> _Goal of the exercise_: Go through the data and copy each line where the word "page" shows up.

> _Information_:
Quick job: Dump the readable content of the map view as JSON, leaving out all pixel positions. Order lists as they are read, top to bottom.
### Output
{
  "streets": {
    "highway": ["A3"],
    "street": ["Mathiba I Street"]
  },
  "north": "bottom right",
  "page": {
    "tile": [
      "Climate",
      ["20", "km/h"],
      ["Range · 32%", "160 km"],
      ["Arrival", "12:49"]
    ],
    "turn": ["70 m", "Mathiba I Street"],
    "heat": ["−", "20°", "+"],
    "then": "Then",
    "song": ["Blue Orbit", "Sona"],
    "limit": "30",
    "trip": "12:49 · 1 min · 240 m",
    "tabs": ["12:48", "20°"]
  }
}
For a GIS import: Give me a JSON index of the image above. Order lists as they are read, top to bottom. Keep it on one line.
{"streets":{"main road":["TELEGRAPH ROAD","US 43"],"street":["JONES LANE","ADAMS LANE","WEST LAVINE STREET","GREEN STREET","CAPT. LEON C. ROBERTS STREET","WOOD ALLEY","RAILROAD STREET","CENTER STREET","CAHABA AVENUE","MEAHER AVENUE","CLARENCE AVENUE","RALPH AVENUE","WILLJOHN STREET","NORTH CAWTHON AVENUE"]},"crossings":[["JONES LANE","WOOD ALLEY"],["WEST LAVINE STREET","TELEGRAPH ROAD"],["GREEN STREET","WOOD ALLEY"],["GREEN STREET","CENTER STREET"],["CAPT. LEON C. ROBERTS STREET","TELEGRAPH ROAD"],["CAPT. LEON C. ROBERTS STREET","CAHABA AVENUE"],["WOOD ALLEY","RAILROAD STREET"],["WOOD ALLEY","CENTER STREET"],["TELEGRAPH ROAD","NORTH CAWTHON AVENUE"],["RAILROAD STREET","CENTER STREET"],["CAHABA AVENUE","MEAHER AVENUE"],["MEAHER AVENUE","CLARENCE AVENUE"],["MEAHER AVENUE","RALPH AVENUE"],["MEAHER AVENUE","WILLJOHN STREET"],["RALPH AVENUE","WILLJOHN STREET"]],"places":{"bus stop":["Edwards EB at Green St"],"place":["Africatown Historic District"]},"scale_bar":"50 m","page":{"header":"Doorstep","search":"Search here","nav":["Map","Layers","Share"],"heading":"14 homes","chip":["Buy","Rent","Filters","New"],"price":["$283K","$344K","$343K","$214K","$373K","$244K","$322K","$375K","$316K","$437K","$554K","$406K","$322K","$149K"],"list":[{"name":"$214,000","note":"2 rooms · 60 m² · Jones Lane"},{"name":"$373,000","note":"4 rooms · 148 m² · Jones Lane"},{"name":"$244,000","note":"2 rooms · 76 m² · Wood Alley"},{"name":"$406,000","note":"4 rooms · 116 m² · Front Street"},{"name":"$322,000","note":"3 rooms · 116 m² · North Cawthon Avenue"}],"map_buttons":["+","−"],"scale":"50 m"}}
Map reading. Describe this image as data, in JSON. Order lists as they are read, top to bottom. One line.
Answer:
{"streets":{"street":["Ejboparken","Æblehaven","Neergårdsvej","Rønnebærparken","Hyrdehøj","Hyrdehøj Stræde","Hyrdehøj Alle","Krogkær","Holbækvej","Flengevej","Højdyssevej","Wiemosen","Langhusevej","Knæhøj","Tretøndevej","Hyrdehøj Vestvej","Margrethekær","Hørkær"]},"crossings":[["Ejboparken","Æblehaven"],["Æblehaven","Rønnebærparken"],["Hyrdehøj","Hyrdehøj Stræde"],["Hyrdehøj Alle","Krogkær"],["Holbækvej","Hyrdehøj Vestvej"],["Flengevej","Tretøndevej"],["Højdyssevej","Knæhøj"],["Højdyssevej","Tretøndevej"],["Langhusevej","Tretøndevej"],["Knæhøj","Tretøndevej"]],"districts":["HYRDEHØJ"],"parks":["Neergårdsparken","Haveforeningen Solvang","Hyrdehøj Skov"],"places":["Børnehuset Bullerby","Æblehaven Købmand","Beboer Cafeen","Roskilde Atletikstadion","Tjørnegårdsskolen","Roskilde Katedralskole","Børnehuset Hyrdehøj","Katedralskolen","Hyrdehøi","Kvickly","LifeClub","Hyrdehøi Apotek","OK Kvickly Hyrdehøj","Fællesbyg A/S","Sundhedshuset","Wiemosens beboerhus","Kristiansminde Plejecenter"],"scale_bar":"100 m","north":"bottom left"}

> _Solution to the exercise_:
  "page": {
{"streets":{"main road":["TELEGRAPH ROAD","US 43"],"street":["JONES LANE","ADAMS LANE","WEST LAVINE STREET","GREEN STREET","CAPT. LEON C. ROBERTS STREET","WOOD ALLEY","RAILROAD STREET","CENTER STREET","CAHABA AVENUE","MEAHER AVENUE","CLARENCE AVENUE","RALPH AVENUE","WILLJOHN STREET","NORTH CAWTHON AVENUE"]},"crossings":[["JONES LANE","WOOD ALLEY"],["WEST LAVINE STREET","TELEGRAPH ROAD"],["GREEN STREET","WOOD ALLEY"],["GREEN STREET","CENTER STREET"],["CAPT. LEON C. ROBERTS STREET","TELEGRAPH ROAD"],["CAPT. LEON C. ROBERTS STREET","CAHABA AVENUE"],["WOOD ALLEY","RAILROAD STREET"],["WOOD ALLEY","CENTER STREET"],["TELEGRAPH ROAD","NORTH CAWTHON AVENUE"],["RAILROAD STREET","CENTER STREET"],["CAHABA AVENUE","MEAHER AVENUE"],["MEAHER AVENUE","CLARENCE AVENUE"],["MEAHER AVENUE","RALPH AVENUE"],["MEAHER AVENUE","WILLJOHN STREET"],["RALPH AVENUE","WILLJOHN STREET"]],"places":{"bus stop":["Edwards EB at Green St"],"place":["Africatown Historic District"]},"scale_bar":"50 m","page":{"header":"Doorstep","search":"Search here","nav":["Map","Layers","Share"],"heading":"14 homes","chip":["Buy","Rent","Filters","New"],"price":["$283K","$344K","$343K","$214K","$373K","$244K","$322K","$375K","$316K","$437K","$554K","$406K","$322K","$149K"],"list":[{"name":"$214,000","note":"2 rooms · 60 m² · Jones Lane"},{"name":"$373,000","note":"4 rooms · 148 m² · Jones Lane"},{"name":"$244,000","note":"2 rooms · 76 m² · Wood Alley"},{"name":"$406,000","note":"4 rooms · 116 m² · Front Street"},{"name":"$322,000","note":"3 rooms · 116 m² · North Cawthon Avenue"}],"map_buttons":["+","−"],"scale":"50 m"}}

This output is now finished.